Overview of conventional and unconventional sintering methods

Abstract Sintering is a thermally activated process by definition, in which a compact powder is transformed into a rigid body through mass-transport events on the atomic scale. This process is fundamentally complex since many factors are involved, including microstructural features like chemical composition, shape, particle size, and degree of agglomeration and including thermodynamic factors like temperature, time, atmosphere, pressure, and rate of heating and cooling (Rahaman, 2003; Biesuz and Sglavo, 2019; Dancer, 2016; German, n.d.-a; Borges et al., 2018; Tong et al., 2010; Zhou et al., 2019; Palareti et al., 2016; Kamp et al., 2012; Wang et al., n.d., 2019; Bonollo et al., 1991; Zhang et al., 2017a; Naga et al., 2016 [1] , [2] , [3] , [4] , [5] , [6] , [7] , [8] , [9] , [10] , [11] , [12] , [13] , [14] ). These factors have a strong influence on the physical characteristics of material obtained from the sintering process.

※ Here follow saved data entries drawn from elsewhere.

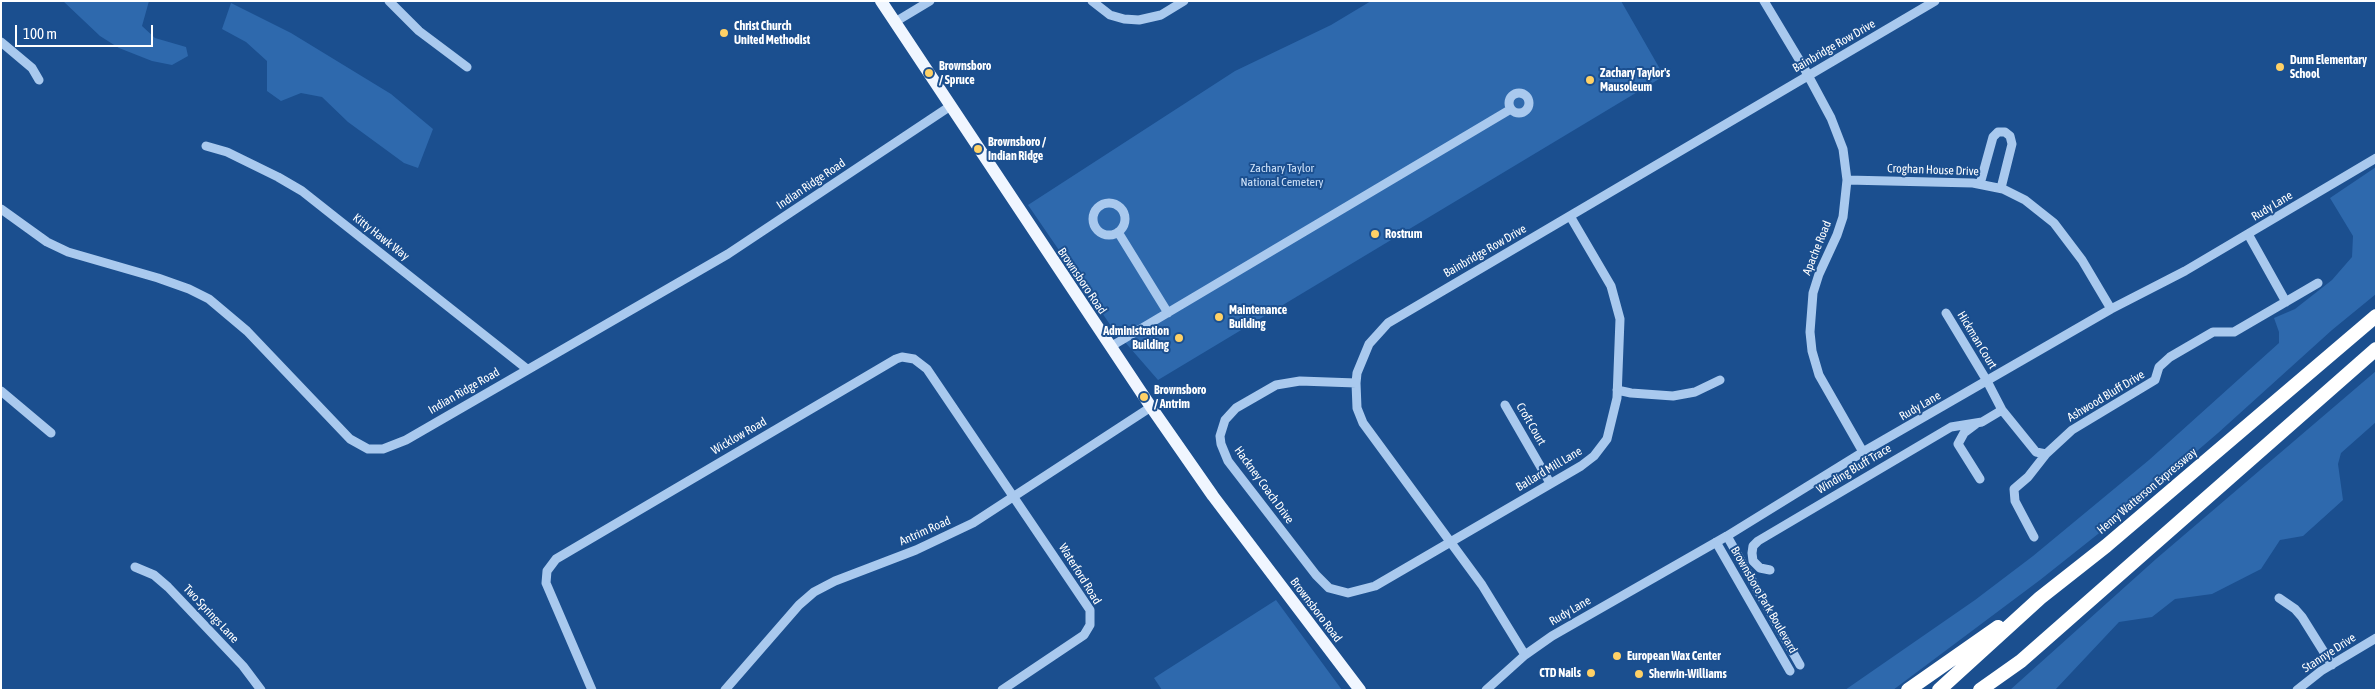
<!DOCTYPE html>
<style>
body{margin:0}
#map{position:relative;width:2377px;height:691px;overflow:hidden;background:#1b4f8f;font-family:"Asap Condensed",sans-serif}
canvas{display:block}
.frame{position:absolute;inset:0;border:2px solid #fff;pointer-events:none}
.scale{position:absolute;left:15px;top:25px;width:138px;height:22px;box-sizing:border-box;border:2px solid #fff;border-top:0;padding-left:6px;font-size:15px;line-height:18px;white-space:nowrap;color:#fff;-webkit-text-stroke:4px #1b4f8f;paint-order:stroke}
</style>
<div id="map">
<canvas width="2377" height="691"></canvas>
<div class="frame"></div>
<div class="scale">100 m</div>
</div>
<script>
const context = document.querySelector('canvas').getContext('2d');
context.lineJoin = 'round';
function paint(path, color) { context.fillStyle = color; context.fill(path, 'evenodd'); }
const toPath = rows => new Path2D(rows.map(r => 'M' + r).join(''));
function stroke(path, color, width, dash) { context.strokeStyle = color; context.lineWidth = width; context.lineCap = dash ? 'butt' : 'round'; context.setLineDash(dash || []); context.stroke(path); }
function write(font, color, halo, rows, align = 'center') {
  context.font = font + ' "Asap Condensed",sans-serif'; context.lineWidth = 4; context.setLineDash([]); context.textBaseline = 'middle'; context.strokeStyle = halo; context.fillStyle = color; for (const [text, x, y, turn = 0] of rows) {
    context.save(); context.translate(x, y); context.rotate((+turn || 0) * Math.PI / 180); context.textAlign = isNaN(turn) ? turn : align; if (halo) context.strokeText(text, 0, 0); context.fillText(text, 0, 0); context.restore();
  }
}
const green = toPath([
 [63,1,149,1,142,26,155,38,186,47,188,56,172,65,152,61,119,48,100,36],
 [1371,1,1621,1,1664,76,1158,380,1111,326,1028,205,1235,71,1331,25],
 [231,3,291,33,391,94,433,129,418,168,404,163,348,122,322,97,301,93,281,101,267,91,267,61,246,42,222,29],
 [2376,167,2376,294,2332,330,2218,433,2127,511,2040,580,1893,690,1845,690,1975,600,2033,556,2149,460,2279,343,2279,332,2274,318,2295,309,2332,280,2352,257,2353,236,2330,198],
 [2376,371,2376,422,2341,453,2338,464,2343,500,2303,536,2280,540,2261,569,2212,594,2175,599,2152,617,2119,622,2055,690,2010,690,2156,559],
 [1276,600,1342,690,1162,690,1154,678]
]);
const minor = toPath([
 [389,1,419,31,467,67],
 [1092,1,1110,15,1124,19,1139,20,1161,15,1184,1],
 [1764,1,1803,66,1831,118,1843,149,1847,180,1843,217,1837,235,1819,274,1813,293,1810,332,1812,351,1819,375,1863,452],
 [895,22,930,1],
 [1,42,32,68,39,80],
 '1509 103a10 10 0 1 1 20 0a10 10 0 1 1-20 0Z',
 [206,146,227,152,278,177,302,191,527,369],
 [1847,180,1973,183,2003,189,2025,200,2054,223,2082,260,2111,309],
 [1980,184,1993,137,1998,132,2005,132,2010,136,2012,144,2001,188],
 '1093 219a16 16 0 1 1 32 0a16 16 0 1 1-32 0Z',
 [1,209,47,242,68,252,158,278,189,289,209,299,247,331,350,439,368,449,383,449,406,440,728,254,949,107],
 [1118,232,1168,313],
 [2248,234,2286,302],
 [1946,313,1987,381,2002,410,2036,452,2046,454,2072,430,2155,380,2159,367,2170,357,2213,332,2234,332,2318,283],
 [1110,347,1511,109],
 [1356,383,1300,381,1276,385,1236,408,1225,420,1220,436,1221,444,1228,461,1316,575,1329,588,1348,593,1375,586,1581,466,1594,456,1607,439,1617,398,1620,319,1611,286,1570,216],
 [1617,390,1631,393,1673,396,1695,392,1720,380],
 [1,391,51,433],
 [1505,405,1550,483],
 [1976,424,1964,433,1958,444,1980,479],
 [1727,536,1800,665],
 [2034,537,2015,501,2014,489,2028,477,2046,454],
 [1716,542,1790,671],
 [135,567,154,575,168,587,243,666,261,690],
 [1770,570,1760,568,1753,561,1752,553,1753,546,1758,541,1951,427,1982,422,2002,410],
 [2279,598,2295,609,2302,617,2332,665],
 [1525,655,1482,585,1363,423,1357,408,1356,383,1357,373,1369,344,1388,323,1935,1],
 [592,690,546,583,547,571,556,559,896,359,902,357,914,359,927,369,1090,610,1090,625,1084,635,1002,690],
 [725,690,799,605,814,592,835,581,916,550,973,523,1151,407],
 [1486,690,1525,655,1552,636,1727,536,1863,452,2111,309,2185,271,2376,158],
 [2297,690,2321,671,2376,638]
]);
const major = toPath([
 [881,1,1151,407,1213,496,1360,690]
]);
const highway = toPath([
 [1908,690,1998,627],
 [1939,690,2040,598,2106,546,2376,316],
 [1980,690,2021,661,2376,349]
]);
const markers = [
 [724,33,5,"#ffd166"],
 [2280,67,5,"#ffd166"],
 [929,73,5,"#ffd166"],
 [1590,80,5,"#ffd166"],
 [978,149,5,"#ffd166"],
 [1375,234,5,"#ffd166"],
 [1219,317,5,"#ffd166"],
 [1179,338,5,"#ffd166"],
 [1144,397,5,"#ffd166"],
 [1617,656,5,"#ffd166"],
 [1591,673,5,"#ffd166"],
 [1639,674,5,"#ffd166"]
];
const poiNames = [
 ["Christ Church",734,26],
 ["United Methodist",734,40],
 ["Dunn Elementary",2290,60],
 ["School",2290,74],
 ["Brownsboro",939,66],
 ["/ Spruce",939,80],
 ["Zachary Taylor's",1600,73],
 ["Mausoleum",1600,87],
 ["Brownsboro /",988,142],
 ["Indian Ridge",988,156],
 ["Rostrum",1385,234],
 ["Maintenance",1229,310],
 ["Building",1229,324],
 ["Administration",1169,331,"right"],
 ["Building",1169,345,"right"],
 ["Brownsboro",1154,390],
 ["/ Antrim",1154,404],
 ["European Wax Center",1627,656],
 ["CTD Nails",1581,673,"right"],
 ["Sherwin-Williams",1649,674]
];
const streetNames = [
 ["Bainbridge Row Drive",1834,46,-30],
 ["Croghan House Drive",1933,170,2],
 ["Indian Ridge Road",811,184,-34],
 ["Rudy Lane",2272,206,-31],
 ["Kitty Hawk Way",381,237,38],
 ["Apache Road",1817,248,-68],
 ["Bainbridge Row Drive",1485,251,-30],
 ["Brownsboro Road",1082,281,56],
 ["Hickman Court",1977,340,59],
 ["Indian Ridge Road",464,391,-30],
 ["Ashwood Bluff Drive",2106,396,-31],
 ["Rudy Lane",1920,406,-30],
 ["Croft Court",1531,424,60],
 ["Wicklow Road",739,436,-30],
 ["Ballard Mill Lane",1549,469,-31],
 ["Winding Bluff Trace",1854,469,-31],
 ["Hackney Coach Drive",1264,485,54],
 ["Henry Watterson Expressway",2147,491,-40],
 ["Antrim Road",925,531,-24],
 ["Waterford Road",1080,574,58],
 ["Brownsboro Park Boulevard",1764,600,60],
 ["Brownsboro Road",1316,610,53],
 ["Rudy Lane",1570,611,-30],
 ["Two Springs Lane",211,614,47],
 ["Stannye Drive",2329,653,-33]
];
const parkNames = [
 ["Zachary Taylor",1282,168],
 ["National Cemetery",1282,182]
];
paint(green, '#2e69ad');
stroke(minor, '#a9c9ee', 9);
stroke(major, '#f0f6ff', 12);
stroke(highway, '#fff', 14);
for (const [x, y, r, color] of markers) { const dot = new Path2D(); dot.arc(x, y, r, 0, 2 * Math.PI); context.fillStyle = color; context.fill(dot); stroke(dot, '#1b4f8f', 2); }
write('bold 12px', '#fff', '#1b4f8f', poiNames, 'left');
write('12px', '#fff', '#1b4f8f', streetNames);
write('12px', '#cfe3fa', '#1b4f8f', parkNames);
</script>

Hence, this chapter endeavors to summarize current progress in the understanding of conventional and unconventional sintering methods. The main difference among the innovative sintering techniques is the heating mode employed. Therefore, these approaches are key to the development of novel materials with entirely new and tailored properties for many applications of interesting.